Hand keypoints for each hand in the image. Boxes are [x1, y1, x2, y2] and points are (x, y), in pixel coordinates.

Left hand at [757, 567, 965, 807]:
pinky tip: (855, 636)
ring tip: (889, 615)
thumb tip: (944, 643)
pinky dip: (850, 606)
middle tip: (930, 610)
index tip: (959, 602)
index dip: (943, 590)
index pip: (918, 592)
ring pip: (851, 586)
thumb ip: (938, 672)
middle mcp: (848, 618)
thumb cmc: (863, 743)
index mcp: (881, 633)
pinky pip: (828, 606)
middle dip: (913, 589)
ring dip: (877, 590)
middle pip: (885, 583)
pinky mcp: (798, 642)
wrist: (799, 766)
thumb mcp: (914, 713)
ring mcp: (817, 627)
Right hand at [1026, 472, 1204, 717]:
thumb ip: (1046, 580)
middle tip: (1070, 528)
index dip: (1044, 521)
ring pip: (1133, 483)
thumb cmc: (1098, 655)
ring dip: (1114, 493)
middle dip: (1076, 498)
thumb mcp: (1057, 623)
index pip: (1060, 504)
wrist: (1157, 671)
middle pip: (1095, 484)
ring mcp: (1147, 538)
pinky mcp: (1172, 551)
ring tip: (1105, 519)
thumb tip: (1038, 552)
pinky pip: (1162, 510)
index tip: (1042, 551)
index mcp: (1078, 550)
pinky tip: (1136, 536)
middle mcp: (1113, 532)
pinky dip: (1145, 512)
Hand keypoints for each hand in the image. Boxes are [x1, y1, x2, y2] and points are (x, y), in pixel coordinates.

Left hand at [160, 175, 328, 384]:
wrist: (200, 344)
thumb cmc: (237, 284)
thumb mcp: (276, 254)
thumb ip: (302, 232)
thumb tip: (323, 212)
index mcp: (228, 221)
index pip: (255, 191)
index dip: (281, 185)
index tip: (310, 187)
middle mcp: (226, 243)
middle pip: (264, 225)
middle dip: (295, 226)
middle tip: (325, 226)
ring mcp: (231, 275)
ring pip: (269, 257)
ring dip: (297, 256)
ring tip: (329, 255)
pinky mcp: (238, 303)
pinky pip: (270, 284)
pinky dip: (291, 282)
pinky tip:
__________
- [Action item]: All of the entries above must be quoted exactly.

- [Finished task]:
Hand keypoints for each hand in the image. Boxes are [x1, y1, x2, y2] and points are (x, y), in pixel coordinates.

Left hand at [757, 567, 965, 807]:
pinky tip: (855, 636)
ring tip: (889, 615)
thumb tip: (944, 643)
pinky dip: (850, 606)
middle tip: (930, 610)
index tip: (959, 602)
index dip: (943, 590)
index pip: (918, 592)
ring pip: (851, 586)
thumb ip: (938, 672)
middle mcp: (848, 618)
thumb cmc: (863, 743)
index mcp: (881, 633)
pinky pip: (828, 606)
middle dip: (913, 589)
ring dip: (877, 590)
middle pip: (885, 583)
pinky mcp: (798, 642)
wrist: (799, 766)
thumb mcp: (914, 713)
ring mcp: (817, 627)
Right hand at [1026, 472, 1204, 717]:
thumb ip: (1046, 580)
middle tip: (1070, 528)
index dip: (1044, 521)
ring pip: (1133, 483)
thumb cmc: (1098, 655)
ring dip: (1114, 493)
middle dip: (1076, 498)
thumb mcp: (1057, 623)
index pip: (1060, 504)
wrist: (1157, 671)
middle pip: (1095, 484)
ring mcp: (1147, 538)
pinky mcp: (1172, 551)
ring tip: (1105, 519)
thumb tip: (1038, 552)
pinky pip: (1162, 510)
index tip: (1042, 551)
index mcp: (1078, 550)
pinky tip: (1136, 536)
middle mcp: (1113, 532)
pinky dip: (1145, 512)
Hand keypoints for each hand in the image. Boxes are [x1, y1, x2, y2] and points are (x, y), in pixel coordinates.

Left hand at [160, 175, 328, 384]:
wrist: (200, 344)
thumb cmc: (237, 284)
thumb mcp: (276, 254)
thumb ip: (302, 232)
thumb tip: (323, 212)
index mcp: (228, 221)
index pip: (255, 191)
index dip: (281, 185)
index tip: (310, 187)
middle mcp: (226, 243)
middle pip: (264, 225)
middle dip: (295, 226)
middle tip: (325, 226)
ring mcp: (231, 275)
ring pip: (269, 257)
ring dip: (297, 256)
ring tip: (329, 255)
pinky mcp: (238, 303)
pinky pip: (270, 284)
pinky dip: (291, 282)
pinky tip:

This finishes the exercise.